START Raw data
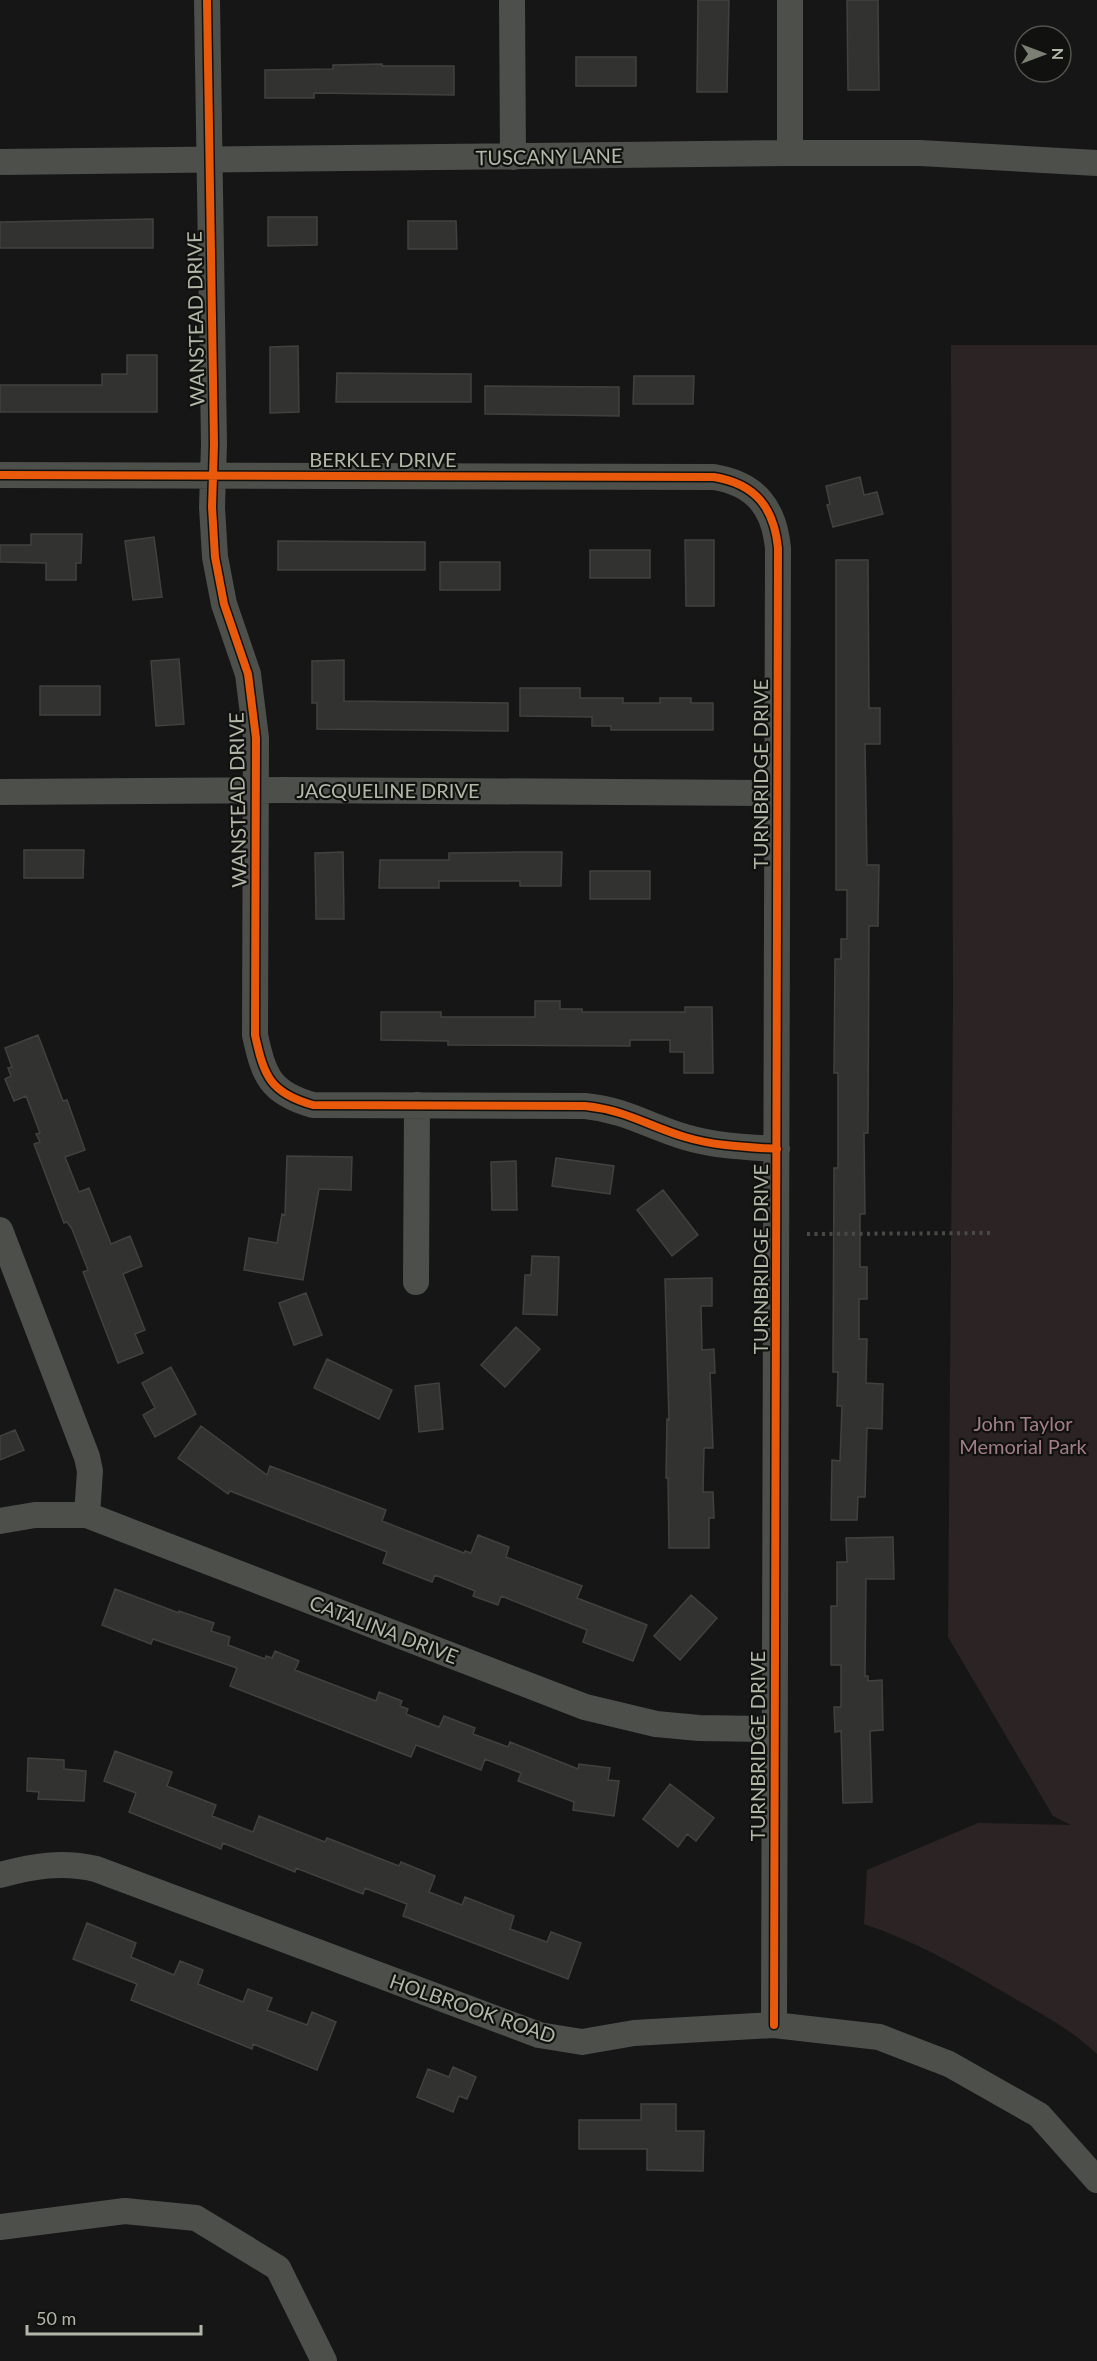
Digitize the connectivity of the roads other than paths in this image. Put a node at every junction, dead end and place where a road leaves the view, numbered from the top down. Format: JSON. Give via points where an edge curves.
{"nodes":[{"id":1,"x":207,"y":0,"type":"edge"},
{"id":2,"x":512,"y":0,"type":"edge"},
{"id":3,"x":790,"y":0,"type":"edge"},
{"id":4,"x":790,"y":153,"type":"junction"},
{"id":5,"x":513,"y":157,"type":"junction"},
{"id":6,"x":208,"y":160,"type":"junction"},
{"id":7,"x":0,"y":162,"type":"edge"},
{"id":8,"x":1097,"y":163,"type":"edge"},
{"id":9,"x":0,"y":475,"type":"edge"},
{"id":10,"x":214,"y":475,"type":"junction"},
{"id":11,"x":759,"y":498,"type":"joint"},
{"id":12,"x":256,"y":790,"type":"junction"},
{"id":13,"x":0,"y":792,"type":"edge"},
{"id":14,"x":776,"y":793,"type":"junction"},
{"id":15,"x":417,"y":1105,"type":"junction"},
{"id":16,"x":777,"y":1149,"type":"junction"},
{"id":17,"x":0,"y":1230,"type":"edge"},
{"id":18,"x":416,"y":1282,"type":"dead end"},
{"id":19,"x":87,"y":1515,"type":"junction"},
{"id":20,"x":0,"y":1521,"type":"edge"},
{"id":21,"x":773,"y":1729,"type":"junction"},
{"id":22,"x":0,"y":1875,"type":"edge"},
{"id":23,"x":774,"y":2025,"type":"junction"},
{"id":24,"x":1097,"y":2180,"type":"edge"},
{"id":25,"x":0,"y":2227,"type":"edge"},
{"id":26,"x":324,"y":2361,"type":"edge"}],
"edges":[{"from":1,"to":6,"type":"street","name":"WANSTEAD DRIVE"},
{"from":2,"to":5,"type":"street"},
{"from":3,"to":4,"type":"street"},
{"from":4,"to":5,"type":"street","name":"TUSCANY LANE"},
{"from":4,"to":8,"type":"street","name":"TUSCANY LANE","via":[[920,153]]},
{"from":5,"to":6,"type":"street","name":"TUSCANY LANE"},
{"from":6,"to":7,"type":"street","name":"TUSCANY LANE"},
{"from":6,"to":10,"type":"street","name":"WANSTEAD DRIVE"},
{"from":9,"to":10,"type":"street","name":"BERKLEY DRIVE"},
{"from":10,"to":11,"type":"street","name":"BERKLEY DRIVE","via":[[714,477],[740,484]]},
{"from":10,"to":12,"type":"street","name":"WANSTEAD DRIVE","via":[[215,557],[224,604],[249,684],[256,738]]},
{"from":11,"to":14,"type":"street","name":"TURNBRIDGE DRIVE","via":[[772,519],[778,548]]},
{"from":12,"to":13,"type":"street","name":"JACQUELINE DRIVE"},
{"from":12,"to":14,"type":"street","name":"JACQUELINE DRIVE"},
{"from":12,"to":15,"type":"street","name":"WANSTEAD DRIVE","via":[[255,1035],[268,1079],[280,1091],[313,1105]]},
{"from":14,"to":16,"type":"street","name":"TURNBRIDGE DRIVE"},
{"from":15,"to":16,"type":"street","name":"WANSTEAD DRIVE","via":[[604,1108],[701,1142]]},
{"from":15,"to":18,"type":"street"},
{"from":16,"to":21,"type":"street","name":"TURNBRIDGE DRIVE"},
{"from":17,"to":19,"type":"street","via":[[87,1457]]},
{"from":19,"to":20,"type":"street","name":"CATALINA DRIVE","via":[[35,1515]]},
{"from":19,"to":21,"type":"street","name":"CATALINA DRIVE","via":[[585,1707],[656,1724]]},
{"from":21,"to":23,"type":"street","name":"TURNBRIDGE DRIVE"},
{"from":22,"to":23,"type":"street","name":"HOLBROOK ROAD","via":[[55,1864],[96,1869],[539,2036],[582,2042],[634,2033]]},
{"from":23,"to":24,"type":"street","name":"HOLBROOK ROAD","via":[[879,2037],[949,2064],[1040,2115]]},
{"from":25,"to":26,"type":"street","via":[[125,2211],[196,2218],[278,2268]]}]}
END Raw data
* _Exercise aim_: To answer, copy each line from the material above that has the word "TUSCANY".

* _Reply to the task_:
{"from":4,"to":5,"type":"street","name":"TUSCANY LANE"},
{"from":4,"to":8,"type":"street","name":"TUSCANY LANE","via":[[920,153]]},
{"from":5,"to":6,"type":"street","name":"TUSCANY LANE"},
{"from":6,"to":7,"type":"street","name":"TUSCANY LANE"},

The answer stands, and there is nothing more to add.